There is an African proverb that says: “In times of crisis, the wise build bridges and the foolish build dams.” As gun violence rates rise across the country, police budgets have been stretched like dams in the name of prevention and intervention.
To reduce violence in California, research shows we must invest in our communities. True prevention of gun violence requires us to build bridges to job opportunities, treatment, mental health services, a shared sense of safety.
How will California react after another wave of mass shootings, this time in Monterey Park and Half Moon Bay?
One person is killed by a gun every three minutes in California. And firearm injuries are the leading cause of death among youths 19 and younger in California and among youths 24 and younger nationwide.
This is a public health crisis.
While firearm homicides in California have risen in recent years due to an increase in gun sales and a decrease in community outreach and connection due to COVID, this increase in violence is reversible.

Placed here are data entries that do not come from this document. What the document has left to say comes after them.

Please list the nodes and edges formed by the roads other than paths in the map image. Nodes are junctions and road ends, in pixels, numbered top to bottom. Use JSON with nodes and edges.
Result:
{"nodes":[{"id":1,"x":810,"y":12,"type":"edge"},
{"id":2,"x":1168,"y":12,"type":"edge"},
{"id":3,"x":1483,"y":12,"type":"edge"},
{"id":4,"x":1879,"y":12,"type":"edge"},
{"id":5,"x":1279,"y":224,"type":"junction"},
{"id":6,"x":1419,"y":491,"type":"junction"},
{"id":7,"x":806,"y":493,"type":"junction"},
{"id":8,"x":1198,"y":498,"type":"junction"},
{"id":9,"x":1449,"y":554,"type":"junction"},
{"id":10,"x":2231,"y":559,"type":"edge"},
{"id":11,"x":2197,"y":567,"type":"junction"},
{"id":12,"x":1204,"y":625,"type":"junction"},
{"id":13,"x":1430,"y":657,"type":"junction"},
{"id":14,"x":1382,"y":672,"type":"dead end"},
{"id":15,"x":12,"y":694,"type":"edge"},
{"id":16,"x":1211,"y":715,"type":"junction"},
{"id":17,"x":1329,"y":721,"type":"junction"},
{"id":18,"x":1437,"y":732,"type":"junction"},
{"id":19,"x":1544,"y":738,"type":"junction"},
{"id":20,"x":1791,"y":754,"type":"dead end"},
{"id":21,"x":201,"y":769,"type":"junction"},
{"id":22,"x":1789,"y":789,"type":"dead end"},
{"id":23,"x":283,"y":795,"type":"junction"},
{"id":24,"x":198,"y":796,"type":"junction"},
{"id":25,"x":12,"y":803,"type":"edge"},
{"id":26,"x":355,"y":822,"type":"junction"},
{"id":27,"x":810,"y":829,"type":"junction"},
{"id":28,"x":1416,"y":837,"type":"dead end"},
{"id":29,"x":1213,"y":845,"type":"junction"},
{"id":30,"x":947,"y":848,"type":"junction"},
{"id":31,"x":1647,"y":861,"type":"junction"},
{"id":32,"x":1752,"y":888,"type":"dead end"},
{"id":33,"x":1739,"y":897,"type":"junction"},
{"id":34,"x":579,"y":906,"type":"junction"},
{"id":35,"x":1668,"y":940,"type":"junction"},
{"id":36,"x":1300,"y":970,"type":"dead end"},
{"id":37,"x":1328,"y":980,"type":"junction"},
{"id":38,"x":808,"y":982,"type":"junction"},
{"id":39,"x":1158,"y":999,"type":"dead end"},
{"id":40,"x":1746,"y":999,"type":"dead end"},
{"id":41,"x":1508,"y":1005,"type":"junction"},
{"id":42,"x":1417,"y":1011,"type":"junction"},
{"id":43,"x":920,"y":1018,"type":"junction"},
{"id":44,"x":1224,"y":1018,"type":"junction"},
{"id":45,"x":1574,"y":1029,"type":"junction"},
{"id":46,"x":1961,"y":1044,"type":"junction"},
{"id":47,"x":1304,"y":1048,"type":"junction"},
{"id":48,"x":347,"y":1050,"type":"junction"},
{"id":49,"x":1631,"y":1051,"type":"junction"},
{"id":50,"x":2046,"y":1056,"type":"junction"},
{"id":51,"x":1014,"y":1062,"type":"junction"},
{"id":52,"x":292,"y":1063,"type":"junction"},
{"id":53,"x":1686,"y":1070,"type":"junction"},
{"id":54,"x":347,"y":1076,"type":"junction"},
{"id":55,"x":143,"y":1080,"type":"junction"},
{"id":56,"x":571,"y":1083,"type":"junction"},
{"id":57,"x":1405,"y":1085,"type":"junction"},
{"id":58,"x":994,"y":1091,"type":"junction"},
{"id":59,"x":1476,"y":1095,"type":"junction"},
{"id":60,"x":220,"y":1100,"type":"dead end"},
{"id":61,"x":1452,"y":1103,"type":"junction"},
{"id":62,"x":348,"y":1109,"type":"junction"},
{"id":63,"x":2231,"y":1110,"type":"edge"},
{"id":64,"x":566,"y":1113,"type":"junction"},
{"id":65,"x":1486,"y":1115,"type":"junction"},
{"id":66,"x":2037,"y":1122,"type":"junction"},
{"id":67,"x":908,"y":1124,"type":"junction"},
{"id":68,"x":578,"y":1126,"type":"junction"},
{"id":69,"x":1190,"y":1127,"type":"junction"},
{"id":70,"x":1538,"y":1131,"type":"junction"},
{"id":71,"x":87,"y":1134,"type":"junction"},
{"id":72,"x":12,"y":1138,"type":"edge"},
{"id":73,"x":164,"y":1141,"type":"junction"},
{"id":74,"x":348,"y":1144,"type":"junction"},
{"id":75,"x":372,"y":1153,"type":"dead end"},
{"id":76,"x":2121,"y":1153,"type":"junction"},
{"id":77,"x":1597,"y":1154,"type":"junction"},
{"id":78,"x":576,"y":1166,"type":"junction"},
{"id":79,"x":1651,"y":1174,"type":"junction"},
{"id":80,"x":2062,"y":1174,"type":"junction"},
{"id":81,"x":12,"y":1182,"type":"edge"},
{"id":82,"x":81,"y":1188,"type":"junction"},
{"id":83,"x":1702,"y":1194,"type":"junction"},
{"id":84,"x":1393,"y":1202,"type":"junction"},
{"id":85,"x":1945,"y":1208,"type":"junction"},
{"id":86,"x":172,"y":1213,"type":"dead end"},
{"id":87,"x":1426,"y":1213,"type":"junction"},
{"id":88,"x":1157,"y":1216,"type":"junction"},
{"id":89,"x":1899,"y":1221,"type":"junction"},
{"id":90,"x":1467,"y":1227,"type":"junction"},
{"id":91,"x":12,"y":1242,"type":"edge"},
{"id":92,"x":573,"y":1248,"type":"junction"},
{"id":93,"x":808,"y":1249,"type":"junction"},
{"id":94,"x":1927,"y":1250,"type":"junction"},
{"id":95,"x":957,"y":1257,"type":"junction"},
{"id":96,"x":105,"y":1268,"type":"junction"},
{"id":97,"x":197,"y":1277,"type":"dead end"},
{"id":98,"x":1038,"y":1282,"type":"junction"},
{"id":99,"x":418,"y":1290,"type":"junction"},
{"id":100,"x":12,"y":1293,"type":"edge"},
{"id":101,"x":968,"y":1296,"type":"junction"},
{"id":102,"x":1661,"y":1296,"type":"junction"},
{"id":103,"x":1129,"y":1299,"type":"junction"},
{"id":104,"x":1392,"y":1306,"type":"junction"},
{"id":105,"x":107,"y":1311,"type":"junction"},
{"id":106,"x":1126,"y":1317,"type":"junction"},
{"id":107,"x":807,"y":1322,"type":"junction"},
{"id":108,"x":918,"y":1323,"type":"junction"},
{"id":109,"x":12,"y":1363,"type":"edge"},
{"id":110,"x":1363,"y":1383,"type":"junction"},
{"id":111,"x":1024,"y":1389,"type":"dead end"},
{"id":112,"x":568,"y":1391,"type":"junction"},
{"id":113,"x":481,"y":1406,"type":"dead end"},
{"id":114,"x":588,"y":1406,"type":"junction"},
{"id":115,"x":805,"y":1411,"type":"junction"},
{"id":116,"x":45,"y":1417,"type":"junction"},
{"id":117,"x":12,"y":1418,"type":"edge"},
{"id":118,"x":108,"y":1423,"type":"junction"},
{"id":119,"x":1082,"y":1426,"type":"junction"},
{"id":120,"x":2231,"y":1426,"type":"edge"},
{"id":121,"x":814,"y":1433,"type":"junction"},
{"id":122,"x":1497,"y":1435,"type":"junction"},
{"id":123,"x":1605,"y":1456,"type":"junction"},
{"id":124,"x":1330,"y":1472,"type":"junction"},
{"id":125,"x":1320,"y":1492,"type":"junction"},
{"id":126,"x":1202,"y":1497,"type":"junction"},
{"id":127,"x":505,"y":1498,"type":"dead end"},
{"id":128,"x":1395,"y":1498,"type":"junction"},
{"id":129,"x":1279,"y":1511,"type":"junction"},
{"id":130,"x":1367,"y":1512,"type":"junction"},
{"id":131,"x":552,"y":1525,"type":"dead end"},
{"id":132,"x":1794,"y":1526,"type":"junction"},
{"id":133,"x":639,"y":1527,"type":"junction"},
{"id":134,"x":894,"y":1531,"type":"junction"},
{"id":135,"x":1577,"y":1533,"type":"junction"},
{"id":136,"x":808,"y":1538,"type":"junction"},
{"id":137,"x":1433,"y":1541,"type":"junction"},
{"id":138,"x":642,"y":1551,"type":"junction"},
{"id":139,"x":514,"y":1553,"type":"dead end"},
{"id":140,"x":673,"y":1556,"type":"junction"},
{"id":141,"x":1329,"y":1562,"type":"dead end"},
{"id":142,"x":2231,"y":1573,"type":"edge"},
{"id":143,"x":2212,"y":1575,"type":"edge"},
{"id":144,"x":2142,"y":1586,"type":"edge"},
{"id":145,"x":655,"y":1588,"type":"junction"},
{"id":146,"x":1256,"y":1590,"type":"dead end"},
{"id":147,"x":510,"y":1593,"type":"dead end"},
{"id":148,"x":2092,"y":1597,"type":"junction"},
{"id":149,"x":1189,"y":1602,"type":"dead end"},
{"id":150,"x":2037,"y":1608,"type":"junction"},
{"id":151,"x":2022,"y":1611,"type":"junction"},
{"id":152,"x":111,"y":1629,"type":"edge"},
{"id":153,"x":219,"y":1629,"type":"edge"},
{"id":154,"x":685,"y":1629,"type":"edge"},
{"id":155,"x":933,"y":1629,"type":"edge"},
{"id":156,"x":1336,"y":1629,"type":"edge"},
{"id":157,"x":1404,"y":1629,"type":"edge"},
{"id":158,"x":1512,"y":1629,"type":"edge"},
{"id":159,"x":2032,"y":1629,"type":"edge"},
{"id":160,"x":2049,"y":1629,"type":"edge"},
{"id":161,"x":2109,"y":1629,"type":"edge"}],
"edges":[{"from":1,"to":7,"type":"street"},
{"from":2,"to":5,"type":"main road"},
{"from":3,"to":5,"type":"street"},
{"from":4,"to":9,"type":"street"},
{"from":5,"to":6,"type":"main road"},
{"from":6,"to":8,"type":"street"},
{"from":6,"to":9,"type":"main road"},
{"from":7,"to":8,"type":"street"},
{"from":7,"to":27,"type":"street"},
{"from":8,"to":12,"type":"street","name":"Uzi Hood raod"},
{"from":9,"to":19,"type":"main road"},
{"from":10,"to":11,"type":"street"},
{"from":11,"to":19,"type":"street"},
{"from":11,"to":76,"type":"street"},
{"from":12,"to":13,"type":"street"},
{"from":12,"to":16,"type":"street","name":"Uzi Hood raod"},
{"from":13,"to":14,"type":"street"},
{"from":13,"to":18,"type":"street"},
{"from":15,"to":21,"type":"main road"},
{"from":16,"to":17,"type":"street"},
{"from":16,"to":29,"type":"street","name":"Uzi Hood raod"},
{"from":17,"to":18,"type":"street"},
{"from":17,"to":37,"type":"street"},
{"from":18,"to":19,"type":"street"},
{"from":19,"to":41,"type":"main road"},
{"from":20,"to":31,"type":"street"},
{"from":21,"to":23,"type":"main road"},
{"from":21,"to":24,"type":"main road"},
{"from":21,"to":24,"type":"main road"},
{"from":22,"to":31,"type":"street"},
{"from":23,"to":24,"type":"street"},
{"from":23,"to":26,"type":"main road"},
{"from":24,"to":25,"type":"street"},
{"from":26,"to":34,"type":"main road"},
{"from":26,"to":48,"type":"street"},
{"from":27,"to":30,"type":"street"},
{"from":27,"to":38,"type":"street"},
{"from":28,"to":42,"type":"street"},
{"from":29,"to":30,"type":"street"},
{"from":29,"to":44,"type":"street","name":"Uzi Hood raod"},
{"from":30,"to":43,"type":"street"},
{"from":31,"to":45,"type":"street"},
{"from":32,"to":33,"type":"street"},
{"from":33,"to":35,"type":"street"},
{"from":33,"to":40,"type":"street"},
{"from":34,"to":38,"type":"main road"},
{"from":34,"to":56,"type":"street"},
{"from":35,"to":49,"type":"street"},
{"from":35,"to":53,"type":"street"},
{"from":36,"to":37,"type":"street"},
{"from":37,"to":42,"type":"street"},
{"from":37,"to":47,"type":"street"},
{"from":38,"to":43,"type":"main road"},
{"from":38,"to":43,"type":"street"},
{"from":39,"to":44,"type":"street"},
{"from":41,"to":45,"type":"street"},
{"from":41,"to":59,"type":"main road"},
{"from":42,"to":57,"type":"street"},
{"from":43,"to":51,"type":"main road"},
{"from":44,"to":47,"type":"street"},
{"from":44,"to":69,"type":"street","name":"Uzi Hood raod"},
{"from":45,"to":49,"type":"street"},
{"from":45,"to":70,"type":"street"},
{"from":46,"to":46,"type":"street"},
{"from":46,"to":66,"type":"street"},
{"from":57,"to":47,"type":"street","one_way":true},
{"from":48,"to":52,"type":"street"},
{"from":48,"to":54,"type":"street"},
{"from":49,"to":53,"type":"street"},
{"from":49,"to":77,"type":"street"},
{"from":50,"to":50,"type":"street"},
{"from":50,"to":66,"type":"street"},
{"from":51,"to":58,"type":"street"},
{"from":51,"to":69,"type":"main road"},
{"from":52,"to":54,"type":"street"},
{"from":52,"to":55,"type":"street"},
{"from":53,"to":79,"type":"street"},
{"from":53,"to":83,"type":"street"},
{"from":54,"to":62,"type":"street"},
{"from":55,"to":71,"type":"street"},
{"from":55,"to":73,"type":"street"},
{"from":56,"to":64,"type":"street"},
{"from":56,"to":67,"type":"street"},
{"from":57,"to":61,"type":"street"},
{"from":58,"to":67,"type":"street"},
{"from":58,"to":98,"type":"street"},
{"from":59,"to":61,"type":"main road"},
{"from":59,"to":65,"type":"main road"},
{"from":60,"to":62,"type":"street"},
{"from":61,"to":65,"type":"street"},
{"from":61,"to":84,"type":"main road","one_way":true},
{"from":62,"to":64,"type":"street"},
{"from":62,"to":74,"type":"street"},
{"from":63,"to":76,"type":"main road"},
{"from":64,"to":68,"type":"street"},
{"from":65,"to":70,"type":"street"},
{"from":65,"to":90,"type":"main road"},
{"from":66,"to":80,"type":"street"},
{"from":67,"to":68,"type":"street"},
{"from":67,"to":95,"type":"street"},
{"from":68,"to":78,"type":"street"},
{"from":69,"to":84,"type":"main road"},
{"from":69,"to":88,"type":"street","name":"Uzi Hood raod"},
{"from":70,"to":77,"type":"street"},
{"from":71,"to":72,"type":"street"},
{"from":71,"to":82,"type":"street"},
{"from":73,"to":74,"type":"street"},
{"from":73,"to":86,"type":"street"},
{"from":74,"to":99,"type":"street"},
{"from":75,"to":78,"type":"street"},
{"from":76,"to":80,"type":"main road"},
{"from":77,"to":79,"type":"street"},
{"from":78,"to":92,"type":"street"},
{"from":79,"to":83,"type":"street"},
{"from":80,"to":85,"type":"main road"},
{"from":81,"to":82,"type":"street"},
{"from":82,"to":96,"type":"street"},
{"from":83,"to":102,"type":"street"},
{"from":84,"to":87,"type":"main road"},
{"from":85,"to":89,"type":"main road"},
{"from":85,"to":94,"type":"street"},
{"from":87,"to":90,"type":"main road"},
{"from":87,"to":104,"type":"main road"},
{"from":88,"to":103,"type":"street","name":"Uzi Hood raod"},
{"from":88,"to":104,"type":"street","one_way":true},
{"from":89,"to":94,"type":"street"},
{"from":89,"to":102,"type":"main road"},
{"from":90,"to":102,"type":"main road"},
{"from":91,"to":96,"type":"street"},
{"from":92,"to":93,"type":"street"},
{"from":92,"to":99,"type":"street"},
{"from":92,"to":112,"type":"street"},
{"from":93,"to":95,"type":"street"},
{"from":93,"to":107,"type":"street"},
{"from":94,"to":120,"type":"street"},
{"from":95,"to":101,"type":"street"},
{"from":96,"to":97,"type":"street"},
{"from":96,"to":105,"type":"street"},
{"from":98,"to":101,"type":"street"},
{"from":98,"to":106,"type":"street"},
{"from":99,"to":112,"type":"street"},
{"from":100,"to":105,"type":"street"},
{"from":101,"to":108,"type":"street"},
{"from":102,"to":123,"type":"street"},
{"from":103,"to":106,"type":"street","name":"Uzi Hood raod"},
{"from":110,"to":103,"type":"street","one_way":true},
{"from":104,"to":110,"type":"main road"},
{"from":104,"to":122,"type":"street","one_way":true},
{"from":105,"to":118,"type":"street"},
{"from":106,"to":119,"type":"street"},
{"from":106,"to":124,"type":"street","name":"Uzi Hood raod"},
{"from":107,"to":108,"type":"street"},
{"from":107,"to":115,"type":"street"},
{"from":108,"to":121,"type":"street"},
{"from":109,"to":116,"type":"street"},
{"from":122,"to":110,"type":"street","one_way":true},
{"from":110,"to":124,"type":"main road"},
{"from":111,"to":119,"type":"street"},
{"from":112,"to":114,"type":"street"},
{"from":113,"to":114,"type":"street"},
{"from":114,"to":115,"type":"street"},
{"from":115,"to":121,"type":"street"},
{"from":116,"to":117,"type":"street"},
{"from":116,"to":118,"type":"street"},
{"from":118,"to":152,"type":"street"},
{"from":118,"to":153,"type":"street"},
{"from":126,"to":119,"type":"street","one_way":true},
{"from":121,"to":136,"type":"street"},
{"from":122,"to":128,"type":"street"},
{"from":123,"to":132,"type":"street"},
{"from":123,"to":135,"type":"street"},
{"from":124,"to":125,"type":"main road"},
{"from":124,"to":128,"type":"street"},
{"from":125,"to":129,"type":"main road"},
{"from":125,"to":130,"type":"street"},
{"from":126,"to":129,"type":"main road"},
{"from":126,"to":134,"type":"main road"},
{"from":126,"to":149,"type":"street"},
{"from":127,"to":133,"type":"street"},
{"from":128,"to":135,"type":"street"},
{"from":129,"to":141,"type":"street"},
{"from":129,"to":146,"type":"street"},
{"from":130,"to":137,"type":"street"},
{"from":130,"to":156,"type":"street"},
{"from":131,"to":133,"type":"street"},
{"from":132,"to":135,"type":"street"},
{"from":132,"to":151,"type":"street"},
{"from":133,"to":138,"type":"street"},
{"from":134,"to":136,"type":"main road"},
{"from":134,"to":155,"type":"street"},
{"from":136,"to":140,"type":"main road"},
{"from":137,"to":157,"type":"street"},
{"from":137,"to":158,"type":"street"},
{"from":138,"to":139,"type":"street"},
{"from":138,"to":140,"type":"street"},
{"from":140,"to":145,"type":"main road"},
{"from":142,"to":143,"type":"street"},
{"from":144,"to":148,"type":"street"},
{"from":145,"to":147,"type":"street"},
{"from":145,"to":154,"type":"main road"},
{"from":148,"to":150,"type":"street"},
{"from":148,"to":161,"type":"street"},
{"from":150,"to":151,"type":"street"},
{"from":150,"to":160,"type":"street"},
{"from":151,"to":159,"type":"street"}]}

Public funding of prevention, disruption and intervention efforts is critical to reducing gun violence. However, it is most effective when a public health approach is taken that integrates community expertise and leadership. This model is a clear and proven path towards equity in safety and health.
To its credit, California has increased public funding to address gun violence through initiatives such as the California Violence Prevention and Intervention Grant Program, or CalVIP. In 2022, the state allocated a record $156 million for the program. This funding supports critical violence reduction initiatives in the most at-risk communities.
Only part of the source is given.